-------- EXERCISE DATA --------

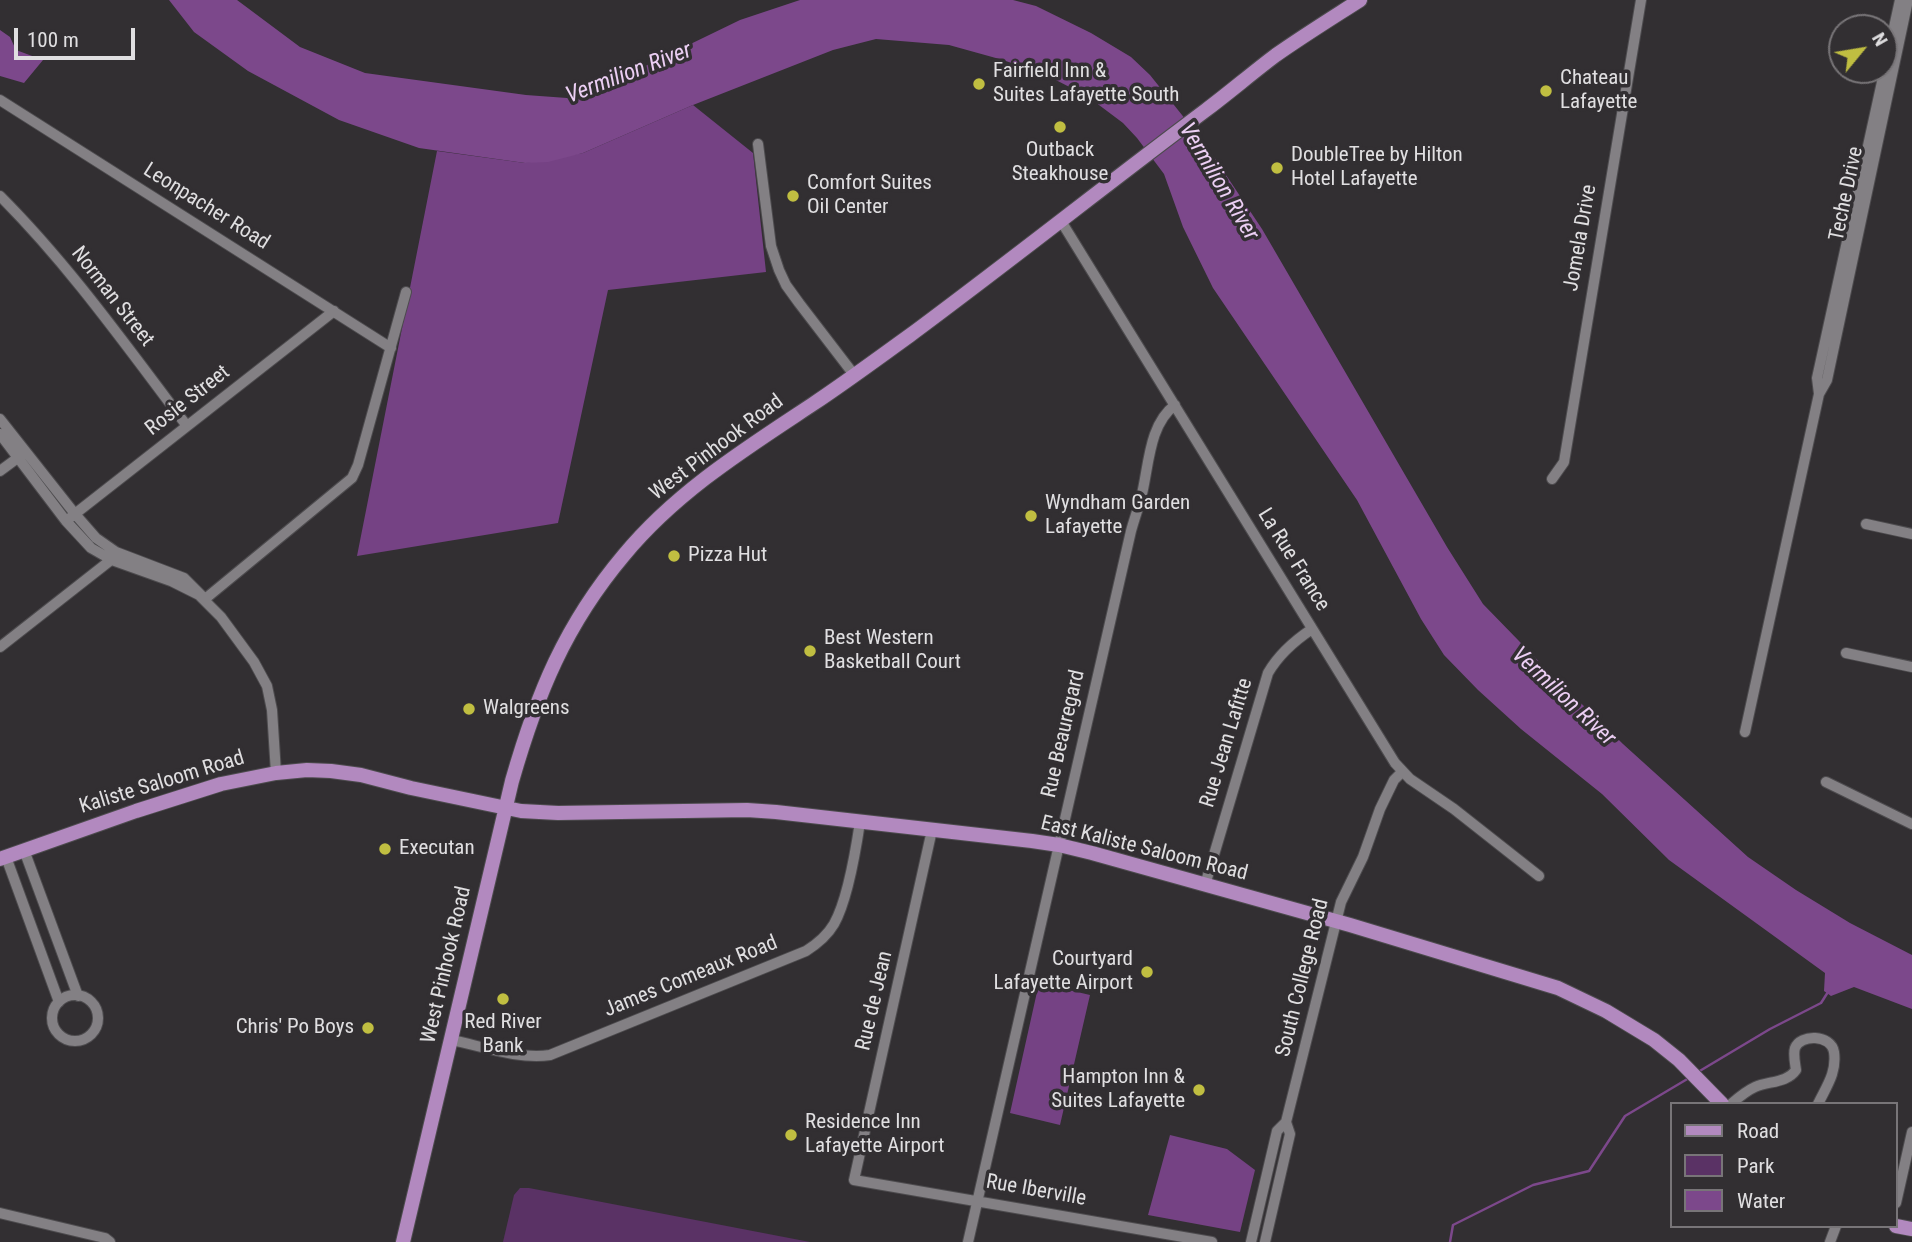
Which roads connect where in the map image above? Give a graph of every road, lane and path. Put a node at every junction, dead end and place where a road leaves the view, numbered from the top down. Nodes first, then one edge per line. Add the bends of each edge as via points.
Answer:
1 (1360, 0) edge
2 (1641, 0) edge
3 (1900, 0) edge
4 (1908, 0) edge
5 (0, 100) edge
6 (1879, 116) junction
7 (758, 144) dead end
8 (0, 196) edge
9 (1061, 221) junction
10 (406, 292) dead end
11 (334, 311) junction
12 (391, 348) junction
13 (855, 376) junction
14 (1175, 405) junction
15 (0, 419) edge
16 (187, 426) junction
17 (0, 434) edge
18 (22, 454) junction
19 (0, 471) edge
20 (1552, 480) dead end
21 (71, 517) junction
22 (1866, 524) dead end
23 (1912, 534) edge
24 (116, 556) junction
25 (205, 599) junction
26 (1312, 629) junction
27 (0, 647) edge
28 (1846, 653) dead end
29 (1912, 667) edge
30 (1745, 732) dead end
31 (1402, 772) junction
32 (276, 773) junction
33 (1826, 782) dead end
34 (505, 809) junction
35 (860, 822) junction
36 (1912, 824) edge
37 (932, 830) junction
38 (1059, 845) junction
39 (24, 850) junction
40 (3, 858) edge
41 (1539, 876) dead end
42 (1205, 885) junction
43 (1335, 922) junction
44 (65, 960) junction
45 (46, 967) junction
46 (78, 996) junction
47 (59, 1002) junction
48 (452, 1040) junction
49 (1720, 1102) edge
50 (1733, 1102) edge
51 (1819, 1102) edge
52 (1286, 1122) junction
53 (1912, 1132) edge
54 (854, 1180) joint
55 (1898, 1194) edge
56 (977, 1201) junction
57 (0, 1213) edge
58 (110, 1242) edge
59 (403, 1242) edge
60 (968, 1242) edge
61 (1212, 1242) edge
62 (1251, 1242) edge
63 (1265, 1242) edge

1 - 9 main road, West Pinhook Road via 1276,55
2 - 20 street, Jomela Drive via 1564,462
3 - 6 street, Teche Drive
4 - 6 street, Teche Drive
5 - 11 street, Leonpacher Road
6 - 30 street, Teche Drive via 1817,377 1819,394
7 - 13 street via 771,246 779,270
8 - 16 street, Norman Street via 62,263
9 - 13 main road, West Pinhook Road
9 - 14 street, La Rue France
10 - 12 street
11 - 12 street, Leonpacher Road
11 - 16 street, Rosie Street
12 - 25 street via 352,478
13 - 34 main road, West Pinhook Road via 703,480 663,513 623,556 579,617 548,676
14 - 26 street, La Rue France
14 - 38 street, Rue Beauregard via 1162,417 1155,434
15 - 18 street
16 - 21 street, Rosie Street
17 - 18 street
18 - 19 street
18 - 21 street
21 - 24 street via 91,548
22 - 23 street
24 - 25 street
24 - 27 street
25 - 32 street via 267,686
26 - 31 street, La Rue France
26 - 42 street, Rue Jean Lafitte via 1286,649 1268,673
28 - 29 street
31 - 41 street, La Rue France
31 - 43 street, South College Road via 1388,789
32 - 34 main road, Kaliste Saloom Road via 348,773
32 - 39 main road, Kaliste Saloom Road via 204,789
33 - 36 street
34 - 35 main road, East Kaliste Saloom Road via 558,813 776,811
34 - 48 main road, West Pinhook Road
35 - 37 main road, East Kaliste Saloom Road
35 - 48 street, James Comeaux Road via 837,917 806,951 550,1055 523,1055
37 - 38 main road, East Kaliste Saloom Road
37 - 54 street, Rue de Jean
38 - 42 main road, East Kaliste Saloom Road
38 - 56 street, Rue Beauregard
39 - 40 main road, Kaliste Saloom Road
39 - 44 street
40 - 45 street
42 - 43 main road, East Kaliste Saloom Road
43 - 49 main road, East Kaliste Saloom Road via 1558,988 1654,1040
43 - 52 street, South College Road
44 - 45 street
44 - 46 street
45 - 47 street
46 - 47 street
46 - 47 street via 90,1001 98,1017 95,1031 85,1040 66,1040 56,1031 52,1018
48 - 59 main road, West Pinhook Road
50 - 51 street via 1755,1087 1790,1077 1796,1070 1796,1046 1819,1038 1834,1052 1831,1078
52 - 62 street, South College Road via 1277,1131
52 - 63 street, South College Road via 1290,1134
53 - 55 street
54 - 56 street, Rue Iberville
56 - 60 street, Rue Beauregard
56 - 61 street, Rue Iberville
57 - 58 street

--------

- [WORK TO BE COMPLETED]: In your copy of the records, include no pictures; repeat everything else exactly.

- [EXERCISE ANSWER]:
Which roads connect where in the map image above? Give a graph of every road, lane and path. Put a node at every junction, dead end and place where a road leaves the view, numbered from the top down. Nodes first, then one edge per line. Add the bends of each edge as via points.
Answer:
1 (1360, 0) edge
2 (1641, 0) edge
3 (1900, 0) edge
4 (1908, 0) edge
5 (0, 100) edge
6 (1879, 116) junction
7 (758, 144) dead end
8 (0, 196) edge
9 (1061, 221) junction
10 (406, 292) dead end
11 (334, 311) junction
12 (391, 348) junction
13 (855, 376) junction
14 (1175, 405) junction
15 (0, 419) edge
16 (187, 426) junction
17 (0, 434) edge
18 (22, 454) junction
19 (0, 471) edge
20 (1552, 480) dead end
21 (71, 517) junction
22 (1866, 524) dead end
23 (1912, 534) edge
24 (116, 556) junction
25 (205, 599) junction
26 (1312, 629) junction
27 (0, 647) edge
28 (1846, 653) dead end
29 (1912, 667) edge
30 (1745, 732) dead end
31 (1402, 772) junction
32 (276, 773) junction
33 (1826, 782) dead end
34 (505, 809) junction
35 (860, 822) junction
36 (1912, 824) edge
37 (932, 830) junction
38 (1059, 845) junction
39 (24, 850) junction
40 (3, 858) edge
41 (1539, 876) dead end
42 (1205, 885) junction
43 (1335, 922) junction
44 (65, 960) junction
45 (46, 967) junction
46 (78, 996) junction
47 (59, 1002) junction
48 (452, 1040) junction
49 (1720, 1102) edge
50 (1733, 1102) edge
51 (1819, 1102) edge
52 (1286, 1122) junction
53 (1912, 1132) edge
54 (854, 1180) joint
55 (1898, 1194) edge
56 (977, 1201) junction
57 (0, 1213) edge
58 (110, 1242) edge
59 (403, 1242) edge
60 (968, 1242) edge
61 (1212, 1242) edge
62 (1251, 1242) edge
63 (1265, 1242) edge

1 - 9 main road, West Pinhook Road via 1276,55
2 - 20 street, Jomela Drive via 1564,462
3 - 6 street, Teche Drive
4 - 6 street, Teche Drive
5 - 11 street, Leonpacher Road
6 - 30 street, Teche Drive via 1817,377 1819,394
7 - 13 street via 771,246 779,270
8 - 16 street, Norman Street via 62,263
9 - 13 main road, West Pinhook Road
9 - 14 street, La Rue France
10 - 12 street
11 - 12 street, Leonpacher Road
11 - 16 street, Rosie Street
12 - 25 street via 352,478
13 - 34 main road, West Pinhook Road via 703,480 663,513 623,556 579,617 548,676
14 - 26 street, La Rue France
14 - 38 street, Rue Beauregard via 1162,417 1155,434
15 - 18 street
16 - 21 street, Rosie Street
17 - 18 street
18 - 19 street
18 - 21 street
21 - 24 street via 91,548
22 - 23 street
24 - 25 street
24 - 27 street
25 - 32 street via 267,686
26 - 31 street, La Rue France
26 - 42 street, Rue Jean Lafitte via 1286,649 1268,673
28 - 29 street
31 - 41 street, La Rue France
31 - 43 street, South College Road via 1388,789
32 - 34 main road, Kaliste Saloom Road via 348,773
32 - 39 main road, Kaliste Saloom Road via 204,789
33 - 36 street
34 - 35 main road, East Kaliste Saloom Road via 558,813 776,811
34 - 48 main road, West Pinhook Road
35 - 37 main road, East Kaliste Saloom Road
35 - 48 street, James Comeaux Road via 837,917 806,951 550,1055 523,1055
37 - 38 main road, East Kaliste Saloom Road
37 - 54 street, Rue de Jean
38 - 42 main road, East Kaliste Saloom Road
38 - 56 street, Rue Beauregard
39 - 40 main road, Kaliste Saloom Road
39 - 44 street
40 - 45 street
42 - 43 main road, East Kaliste Saloom Road
43 - 49 main road, East Kaliste Saloom Road via 1558,988 1654,1040
43 - 52 street, South College Road
44 - 45 street
44 - 46 street
45 - 47 street
46 - 47 street
46 - 47 street via 90,1001 98,1017 95,1031 85,1040 66,1040 56,1031 52,1018
48 - 59 main road, West Pinhook Road
50 - 51 street via 1755,1087 1790,1077 1796,1070 1796,1046 1819,1038 1834,1052 1831,1078
52 - 62 street, South College Road via 1277,1131
52 - 63 street, South College Road via 1290,1134
53 - 55 street
54 - 56 street, Rue Iberville
56 - 60 street, Rue Beauregard
56 - 61 street, Rue Iberville
57 - 58 street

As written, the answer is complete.